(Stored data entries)
^^^^^^^^
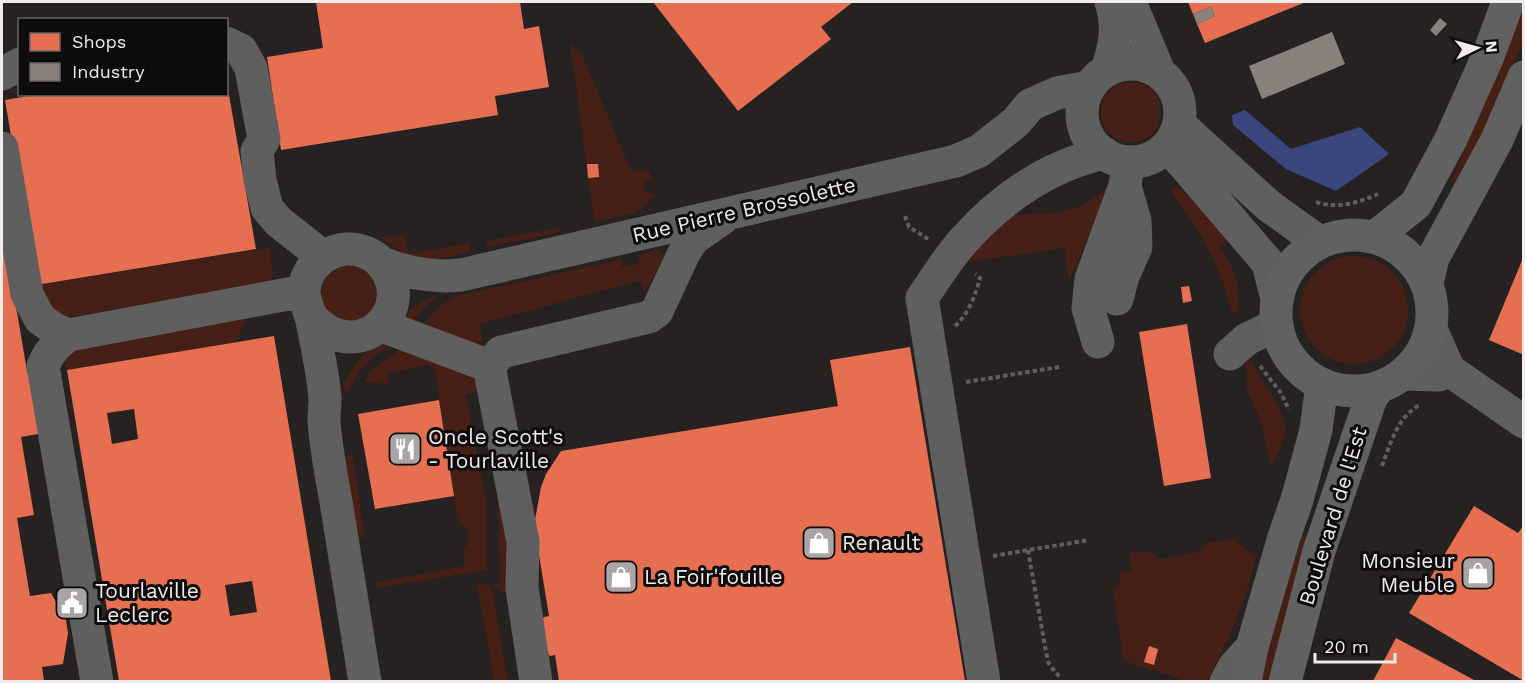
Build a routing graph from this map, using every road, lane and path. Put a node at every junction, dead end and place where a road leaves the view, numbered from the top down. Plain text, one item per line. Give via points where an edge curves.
1 (1111, 2) edge
2 (1130, 2) edge
3 (1509, 2) edge
4 (228, 44) edge
5 (18, 65) edge
6 (1159, 72) junction
7 (2, 75) edge
8 (1524, 77) edge
9 (1093, 92) junction
10 (1173, 135) junction
11 (2, 148) edge
12 (249, 153) junction
13 (1119, 167) junction
14 (1384, 192) dead end
15 (1312, 200) dead end
16 (729, 214) junction
17 (1375, 237) junction
18 (1318, 242) junction
19 (325, 256) junction
20 (382, 263) junction
21 (461, 275) junction
22 (1426, 283) junction
23 (1117, 299) dead end
24 (308, 304) junction
25 (1277, 312) junction
26 (377, 325) junction
27 (1431, 329) junction
28 (69, 335) junction
29 (1098, 342) dead end
30 (1230, 354) dead end
31 (489, 366) junction
32 (1449, 370) junction
33 (1390, 381) junction
34 (1322, 384) junction
35 (325, 398) junction
36 (1426, 403) dead end
37 (1524, 422) edge
38 (1388, 450) dead end
39 (1089, 540) dead end
40 (1028, 550) junction
41 (965, 561) junction
42 (1252, 647) junction
43 (1061, 679) dead end
44 (97, 681) edge
45 (365, 681) edge
46 (536, 681) edge
47 (984, 681) edge
48 (1226, 681) edge
49 (1245, 681) edge
50 (1285, 681) edge

1 - 9 street via 1116,17 1116,43
2 - 6 street
3 - 17 main road via 1451,139 1416,204
4 - 12 street via 241,50 251,68 264,140
5 - 7 street
6 - 9 street via 1131,63
6 - 10 street via 1168,79 1179,100
8 - 22 main road via 1497,140 1433,258
9 - 13 street via 1086,132 1094,145
9 - 16 street, Rue Pierre Brossolette via 1057,93 1030,105 1016,122 979,151 956,160
10 - 13 street via 1159,154
10 - 18 street
10 - 25 street via 1268,263
11 - 28 street via 27,294 40,319
12 - 19 street via 260,180 258,210
12 - 19 street via 271,159 273,178 285,208 324,237
13 - 23 street via 1135,221 1136,247
13 - 29 street via 1091,279 1088,308
13 - 41 street via 1074,161 1020,189 964,240 922,298
14 - 15 path via 1343,205 1329,206
16 - 21 street, Rue Pierre Brossolette
16 - 31 street via 693,239 657,311 649,317 501,352
17 - 18 main road via 1356,234
17 - 22 main road via 1397,247 1415,263
18 - 25 main road via 1284,276
19 - 20 street via 346,249 359,250
19 - 24 street via 306,279
20 - 21 street, Rue Pierre Brossolette via 401,271
20 - 26 street via 391,279 393,297
21 - 26 street, Rue Pierre Brossolette
22 - 27 main road via 1431,298
24 - 26 street via 321,328 334,335 348,338
24 - 28 street
24 - 35 street
25 - 30 street
25 - 34 main road via 1284,349 1300,370
26 - 31 street
26 - 35 street
27 - 32 street
27 - 33 main road via 1421,354
28 - 44 street via 49,352 43,366
31 - 46 street via 523,542 522,588
32 - 33 street
32 - 37 street
33 - 34 main road via 1359,392
33 - 50 main road, Boulevard de l'Est via 1371,398 1319,551
34 - 42 main road, Boulevard de l'Est via 1316,430 1298,500
35 - 45 street via 326,442
36 - 38 path via 1405,416
39 - 40 path
40 - 41 path
40 - 43 path via 1049,664
41 - 47 street
42 - 48 street
42 - 49 main road, Boulevard de l'Est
^^^^^^^^
§ Directions for this task
Return each line from the data where the string "Pierre" can be found.

§ Solution
9 - 16 street, Rue Pierre Brossolette via 1057,93 1030,105 1016,122 979,151 956,160
16 - 21 street, Rue Pierre Brossolette
20 - 21 street, Rue Pierre Brossolette via 401,271
21 - 26 street, Rue Pierre Brossolette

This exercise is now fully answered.